[Stored data entries]
________________

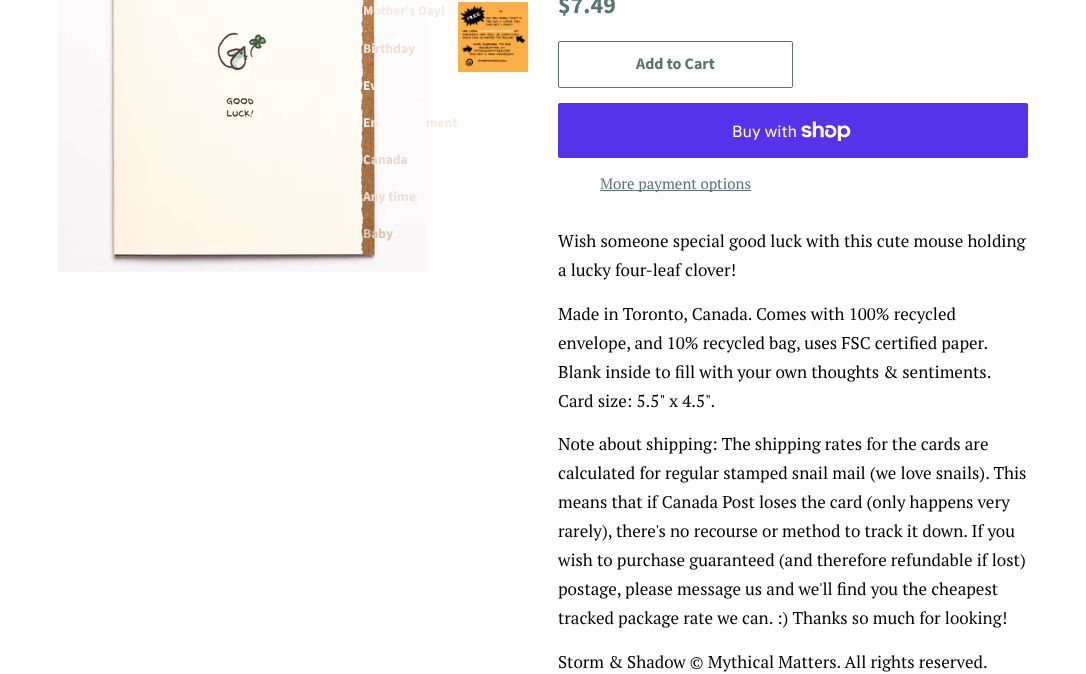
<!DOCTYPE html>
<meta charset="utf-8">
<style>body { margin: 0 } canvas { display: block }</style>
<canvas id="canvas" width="1086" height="674"></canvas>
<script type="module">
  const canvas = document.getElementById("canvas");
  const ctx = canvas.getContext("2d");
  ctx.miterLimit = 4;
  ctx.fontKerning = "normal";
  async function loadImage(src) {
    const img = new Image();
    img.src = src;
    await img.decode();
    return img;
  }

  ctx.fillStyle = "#ffffff";
  ctx.fillRect(0, 0, 1086, 674);
  ctx.drawImage(await loadImage("img1.png"), 58, 0, 370, 272);
  ctx.font = "bold 13.5px Source Sans Pro";
  ctx.fillStyle = "#f3eae3";
  ctx.fillText("Mother's Day!", 363, 15);
  ctx.fillStyle = "#ecded4";
  ctx.fillText("Birthday", 363, 53);
  ctx.fillStyle = "#f8f3ef";
  ctx.fillText("Ev", 363, 90);
  ctx.fillStyle = "#f3eae3";
  ctx.fillText("En", 363, 127);
  ctx.fillText("ment", 426, 127);
  ctx.fillStyle = "#e7d8cd";
  ctx.fillText("Canada", 363, 164);
  ctx.fillStyle = "#ecded4";
  ctx.fillText("Any time", 363, 201);
  ctx.fillStyle = "#d8c3b3";
  ctx.fillText("Baby", 363, 238);
  ctx.drawImage(await loadImage("img2.png"), 458, 2, 70, 70);
  ctx.font = "bold 24px Source Sans Pro";
  ctx.fillStyle = "#59756f";
  ctx.fillText("$7.49", 558, 13);
  ctx.beginPath();
  ctx.roundRect(558.5, 41.5, 234, 46, 1.5);
  ctx.strokeStyle = "#59756f";
  ctx.stroke();
  ctx.font = "bold 16px Source Sans Pro";
  ctx.fillText("Add to Cart", 636, 69);
  ctx.fillStyle = "#5433eb";
  ctx.beginPath();
  ctx.roundRect(558, 103, 470, 55, 2);
  ctx.fill();
  ctx.font = "16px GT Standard";
  ctx.fillStyle = "#ffffff";
  ctx.fillText("Buy with", 732, 137);
  ctx.drawImage(await loadImage("img3.png"), 801, 121, 50, 20);
  ctx.fillStyle = "#59756f";
  ctx.fillRect(600, 190, 151, 1);
  ctx.font = "15px PT Serif";
  ctx.fillText("More payment options", 600, 189);
  ctx.font = "17px PT Serif";
  ctx.fillStyle = "#000000";
  ctx.fillText("Wish someone special good luck with this cute mouse holding", 558, 247);
  ctx.fillText("a lucky four-leaf clover!", 558, 276);
  ctx.fillText("Made in Toronto, Canada. Comes with 100% recycled", 558, 320);
  ctx.fillText("envelope, and 10% recycled bag, uses FSC certified paper.", 558, 349);
  ctx.fillText("Blank inside to fill with your own thoughts & sentiments.", 558, 378);
  ctx.fillText("Card size: 5.5\" x 4.5\".", 558, 407);
  ctx.fillText("Note about shipping: The shipping rates for the cards are", 558, 450);
  ctx.fillText("calculated for regular stamped snail mail (we love snails). This", 558, 479);
  ctx.fillText("means that if Canada Post loses the card (only happens very", 558, 508);
  ctx.fillText("rarely), there's no recourse or method to track it down. If you", 558, 537);
  ctx.fillText("wish to purchase guaranteed (and therefore refundable if lost)", 558, 566);
  ctx.fillText("postage, please message us and we'll find you the cheapest", 558, 595);
  ctx.fillText("tracked package rate we can. :) Thanks so much for looking!", 558, 624);
  ctx.fillText("Storm & Shadow © Mythical Matters. All rights reserved.", 558, 668);
</script>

________________

**Exercise:** Could you state how many lines of the data include the word "canvas"? Only the number is needed.

**Response box:** 4